** Opening Data listing block **
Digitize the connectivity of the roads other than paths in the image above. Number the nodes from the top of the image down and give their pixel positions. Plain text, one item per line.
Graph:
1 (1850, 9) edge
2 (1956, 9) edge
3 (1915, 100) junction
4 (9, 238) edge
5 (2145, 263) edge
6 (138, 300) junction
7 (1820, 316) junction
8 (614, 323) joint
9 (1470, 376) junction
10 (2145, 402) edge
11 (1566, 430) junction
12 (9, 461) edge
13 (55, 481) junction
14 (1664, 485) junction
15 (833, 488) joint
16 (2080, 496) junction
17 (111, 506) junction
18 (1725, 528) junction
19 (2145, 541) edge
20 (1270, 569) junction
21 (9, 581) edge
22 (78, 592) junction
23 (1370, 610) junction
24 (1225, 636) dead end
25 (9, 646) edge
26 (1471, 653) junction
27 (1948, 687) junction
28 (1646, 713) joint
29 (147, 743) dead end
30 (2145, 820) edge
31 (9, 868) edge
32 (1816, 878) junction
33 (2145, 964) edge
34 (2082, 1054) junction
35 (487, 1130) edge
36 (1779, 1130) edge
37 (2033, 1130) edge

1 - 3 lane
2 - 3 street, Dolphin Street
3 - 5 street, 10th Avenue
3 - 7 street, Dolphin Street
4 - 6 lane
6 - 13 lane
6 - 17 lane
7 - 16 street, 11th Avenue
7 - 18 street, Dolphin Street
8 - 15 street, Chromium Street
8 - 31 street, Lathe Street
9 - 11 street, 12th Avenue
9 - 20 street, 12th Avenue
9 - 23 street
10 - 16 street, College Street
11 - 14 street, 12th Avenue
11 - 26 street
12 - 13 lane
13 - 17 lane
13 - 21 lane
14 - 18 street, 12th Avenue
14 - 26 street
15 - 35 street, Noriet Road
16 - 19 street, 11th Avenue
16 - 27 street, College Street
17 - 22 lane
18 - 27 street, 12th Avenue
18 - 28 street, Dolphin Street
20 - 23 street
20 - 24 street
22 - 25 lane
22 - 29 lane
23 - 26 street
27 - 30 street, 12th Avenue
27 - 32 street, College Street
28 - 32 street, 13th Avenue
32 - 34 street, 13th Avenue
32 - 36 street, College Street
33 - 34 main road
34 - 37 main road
** Closing Data listing block **
** Opening Data listing block **
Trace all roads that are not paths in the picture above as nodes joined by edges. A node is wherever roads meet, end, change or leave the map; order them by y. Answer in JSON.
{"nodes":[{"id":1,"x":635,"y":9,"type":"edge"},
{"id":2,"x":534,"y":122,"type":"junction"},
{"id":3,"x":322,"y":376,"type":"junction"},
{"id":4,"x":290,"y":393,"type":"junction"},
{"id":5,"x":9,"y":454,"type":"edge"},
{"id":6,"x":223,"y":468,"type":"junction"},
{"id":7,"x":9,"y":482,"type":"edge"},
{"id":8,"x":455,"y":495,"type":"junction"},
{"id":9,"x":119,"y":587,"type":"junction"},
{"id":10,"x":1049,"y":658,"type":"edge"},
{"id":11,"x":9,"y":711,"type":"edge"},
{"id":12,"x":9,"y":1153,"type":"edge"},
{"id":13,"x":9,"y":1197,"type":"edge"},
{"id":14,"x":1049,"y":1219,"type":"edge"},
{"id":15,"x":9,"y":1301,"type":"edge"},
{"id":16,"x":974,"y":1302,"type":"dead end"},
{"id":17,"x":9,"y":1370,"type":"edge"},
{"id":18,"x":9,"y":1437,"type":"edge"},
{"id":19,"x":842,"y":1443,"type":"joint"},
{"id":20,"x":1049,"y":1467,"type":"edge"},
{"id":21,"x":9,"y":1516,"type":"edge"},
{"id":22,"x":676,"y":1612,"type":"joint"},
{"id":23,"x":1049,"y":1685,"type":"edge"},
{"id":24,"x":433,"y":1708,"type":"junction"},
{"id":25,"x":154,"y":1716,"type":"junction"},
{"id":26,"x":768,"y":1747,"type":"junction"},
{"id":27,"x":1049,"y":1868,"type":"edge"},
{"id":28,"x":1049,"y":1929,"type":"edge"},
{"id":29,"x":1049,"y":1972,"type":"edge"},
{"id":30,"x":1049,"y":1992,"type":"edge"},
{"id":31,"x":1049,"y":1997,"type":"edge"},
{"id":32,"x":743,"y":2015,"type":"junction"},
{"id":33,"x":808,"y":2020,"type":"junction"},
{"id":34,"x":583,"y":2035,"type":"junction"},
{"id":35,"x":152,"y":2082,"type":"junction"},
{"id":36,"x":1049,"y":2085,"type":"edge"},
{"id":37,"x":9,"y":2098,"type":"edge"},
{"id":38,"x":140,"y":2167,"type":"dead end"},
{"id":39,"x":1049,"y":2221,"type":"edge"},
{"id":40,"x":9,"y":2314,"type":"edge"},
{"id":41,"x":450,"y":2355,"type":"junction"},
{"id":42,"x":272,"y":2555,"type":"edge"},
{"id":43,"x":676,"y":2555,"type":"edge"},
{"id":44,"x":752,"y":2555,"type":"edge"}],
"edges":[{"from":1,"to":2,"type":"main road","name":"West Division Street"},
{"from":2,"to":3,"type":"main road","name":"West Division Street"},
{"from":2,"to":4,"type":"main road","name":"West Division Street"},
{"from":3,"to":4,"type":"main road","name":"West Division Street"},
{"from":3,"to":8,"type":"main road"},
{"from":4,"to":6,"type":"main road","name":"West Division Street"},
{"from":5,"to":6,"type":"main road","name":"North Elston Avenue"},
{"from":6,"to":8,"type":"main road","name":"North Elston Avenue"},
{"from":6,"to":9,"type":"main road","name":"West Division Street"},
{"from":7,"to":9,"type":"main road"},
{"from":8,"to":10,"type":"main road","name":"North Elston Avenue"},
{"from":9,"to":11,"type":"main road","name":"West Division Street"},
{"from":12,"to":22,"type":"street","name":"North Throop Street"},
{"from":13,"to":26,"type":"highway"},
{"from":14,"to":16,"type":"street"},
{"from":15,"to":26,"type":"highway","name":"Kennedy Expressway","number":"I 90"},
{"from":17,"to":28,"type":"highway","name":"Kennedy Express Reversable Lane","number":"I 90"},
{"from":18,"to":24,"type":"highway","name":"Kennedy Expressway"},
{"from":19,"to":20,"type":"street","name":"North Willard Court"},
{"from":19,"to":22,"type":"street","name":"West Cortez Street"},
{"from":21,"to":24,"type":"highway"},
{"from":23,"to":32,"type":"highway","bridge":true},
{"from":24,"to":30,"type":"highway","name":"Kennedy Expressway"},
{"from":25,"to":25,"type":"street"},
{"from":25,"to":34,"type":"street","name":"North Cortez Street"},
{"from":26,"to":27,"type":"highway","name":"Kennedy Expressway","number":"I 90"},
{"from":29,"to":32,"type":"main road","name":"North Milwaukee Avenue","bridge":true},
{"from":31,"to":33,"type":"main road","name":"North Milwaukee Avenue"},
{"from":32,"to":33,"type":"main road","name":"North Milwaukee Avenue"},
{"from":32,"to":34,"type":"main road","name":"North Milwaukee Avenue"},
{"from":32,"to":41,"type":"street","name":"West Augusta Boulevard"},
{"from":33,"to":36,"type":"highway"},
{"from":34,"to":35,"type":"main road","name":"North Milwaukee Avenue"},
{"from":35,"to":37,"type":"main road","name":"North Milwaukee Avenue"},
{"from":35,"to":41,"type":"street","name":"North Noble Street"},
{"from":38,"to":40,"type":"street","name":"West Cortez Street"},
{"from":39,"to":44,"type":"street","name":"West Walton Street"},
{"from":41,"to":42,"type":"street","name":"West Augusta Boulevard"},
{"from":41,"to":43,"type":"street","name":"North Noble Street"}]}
** Closing Data listing block **
= Exercise instructions =
Your answer must be a single number: how many lines of the records contain the word "joint".

= Solution to the problem =
5